Breu total.
Em duas telas negras, transcrições das vozes de crianças que supomos sírias ecoando no teatro, como espectros, durante longos instantes de tempo paralisado, anestesiante. Falam de saudade de uma vida digna, de um bife, dos tios e dos pais, de ir à escola. A nú, a total impotência, de quem ouve e quem fala, perante a banalidade do mal, a inocência possível de quem já viu o pior e sabe ter a vida a prazo. E revolta-se, chora, suplica. Em resposta, mais perguntas, mais exploração emocional. A esperança é uma quimera. A água, a comida, a paz, a família, a escola, a infância foram-se com ela. Sobra Morte, Angústia, Solidão e Raiva.
A iluminação surge lentamente, descobre os resquícios de um apartamento em ruínas. Um sofá velho coberto com uma manta rubra, um frigorífico, uma bacia, um balde, andrajos semelhantes a cobertores, colchões finos e gastos. Sete seres (quatro homens e três mulheres) dispersos, presos entre destroços, físicos e emocionais, com uma cidade em fundo nunca revelada.
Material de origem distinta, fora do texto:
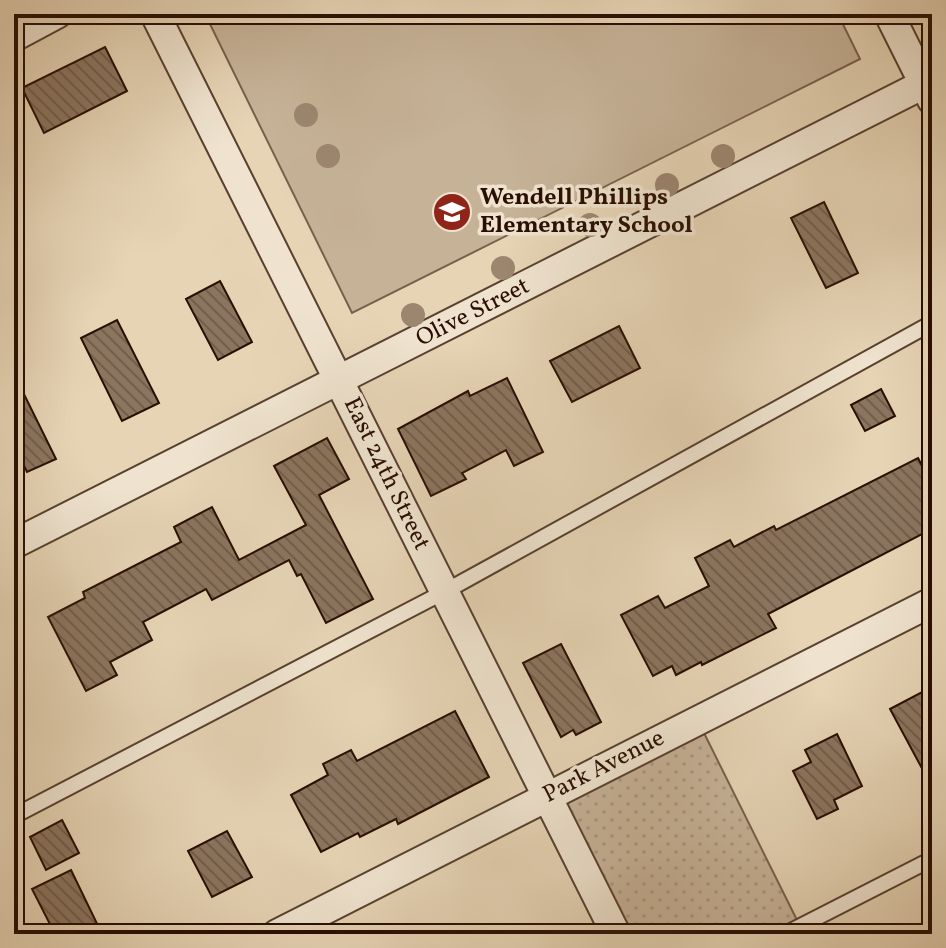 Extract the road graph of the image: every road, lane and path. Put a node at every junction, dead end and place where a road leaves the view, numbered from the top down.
1 (57, 14) edge
2 (155, 14) edge
3 (889, 14) edge
4 (14, 37) edge
5 (929, 88) edge
6 (932, 323) edge
7 (340, 381) junction
8 (14, 544) edge
9 (444, 592) junction
10 (932, 602) edge
11 (545, 797) junction
12 (14, 816) edge
13 (932, 859) edge
14 (277, 934) edge
15 (616, 934) edge
16 (785, 934) edge

1 - 4 street
2 - 7 street, East 24th Street
3 - 5 street
5 - 7 street, Olive Street
6 - 9 lane
7 - 8 street, Olive Street
7 - 9 street, East 24th Street
9 - 11 street, East 24th Street
9 - 12 lane
10 - 11 street, Park Avenue
11 - 14 street, Park Avenue
11 - 15 street, East 24th Street
13 - 16 lane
Fugindo ao óbvio, é com estes elementos que os bailarinos constroem uma narrativa em convulsão e movimento, com várias coreografias concomitantes em determinados momentos, dividindo a atenção do espectador e assim enriquecendo a composição. A reconstrução possível da humanidade que resta entre sobreviventes e os obstáculos com que se deparam unifica todo o espectáculo. Perante uma existência sem qualquer outro tipo de validação além da resistência à morte, a iteração e o fluxo dos movimentos alimentado pela energia de alguma música ocasional em cena (desde Aphex Twin a Ben Frost, Dahfer Youssef, Gavin Brayers ou Max Richter) ou por um intrínseco estímulo destrutivo, insuflam sentido às almas perdidas. Do desmembramento do ser e da sociedade, desenrolando-se perante os olhos do Mundo, com o seu apogeu no momento em que o bailarino Bruno Alves despeja uma bacia de pedras sobre a cabeça, sobra o pó e a dor quase tangíveis, tal o seu poder cénico e emocional. A inflexibilidade e o poder mais elementar da pedra vs. a nossa fragilidade intrínseca. O sofrimento é também auto-infligido. Qualquer fulgor romântico ou apaixonado é desfeito, mesmo diante da resistência inicial, cedo substituída pela dolência inerte da inutilidade da vontade perante a assertividade do facto consumado. Os corpos inanimados acumulam-se a um canto, para depois se erguerem em silêncio, unidos numa massa informe e esquecida, mas nunca completamente invisível, porque, ao contrário da Vida, a memória não se apaga.
Há breves fogachos de esperança, uma luz indeterminada vinda do alto, para onde se erguem os olhares de todo o grupo. As cabeças baixam-se, ante a constatação de uma nova ilusão de escapismo e resgate. Breves uníssonos quase murmurados, um fugaz sentido de todo, que se esvai num instante, retomada a natural violência dos gestos e dos sons.
As tentativas de reconstrução não cessam, com a recolha e redistribuição rápida e desesperada das pedras pela cena, inútil e breve, com nova catástrofe ou martírio a suceder-se sem aviso. Os derradeiros resquícios de humanidade residem ainda nas rotinas já mecânicas: as mulheres lavam o cabelo discretamente, na escuridão, aparte da cena principal. Partilham a água escassa, único bem essencial que resta, preparando o regresso à batalha do quotidiano. As mãos abruptas sobre a cabeça, numa convulsão reflexa de auto-preservação.
Nenhuma filosofia, retórica ou sequer representação sustenta indefinidamente a crueldade. A finitude da tolerância humana e a teimosa resiliência à evidência da Morte são superlativas perante a desafio da violência. Sentados no silêncio, olhos colados no palco, procuramos um sentido para o absurdo. Conivências, tolerâncias, ineptidões, negligências, oportunismos, inércias soam asquerosas e mesquinhas perante a extinção sistemática de todo um povo. E, no entanto, assistimos coniventes, confortáveis na escuridão, aqui como lá fora.
No final, é reconstruída a cena inicial. Corpos ofegantes, mentes vagueiam. A tendência sádica da História e da estória para a replicação. Esta, isolada do Mundo exterior ao apartamento lúgubre e abandonado, que a assiste e alimenta, recomeça, cruel.
Repentinas, as luzes de sala cegam. Aplausos (?!).
Quanto tempo passou? Quanto mais será preciso para o pesadelo terminar?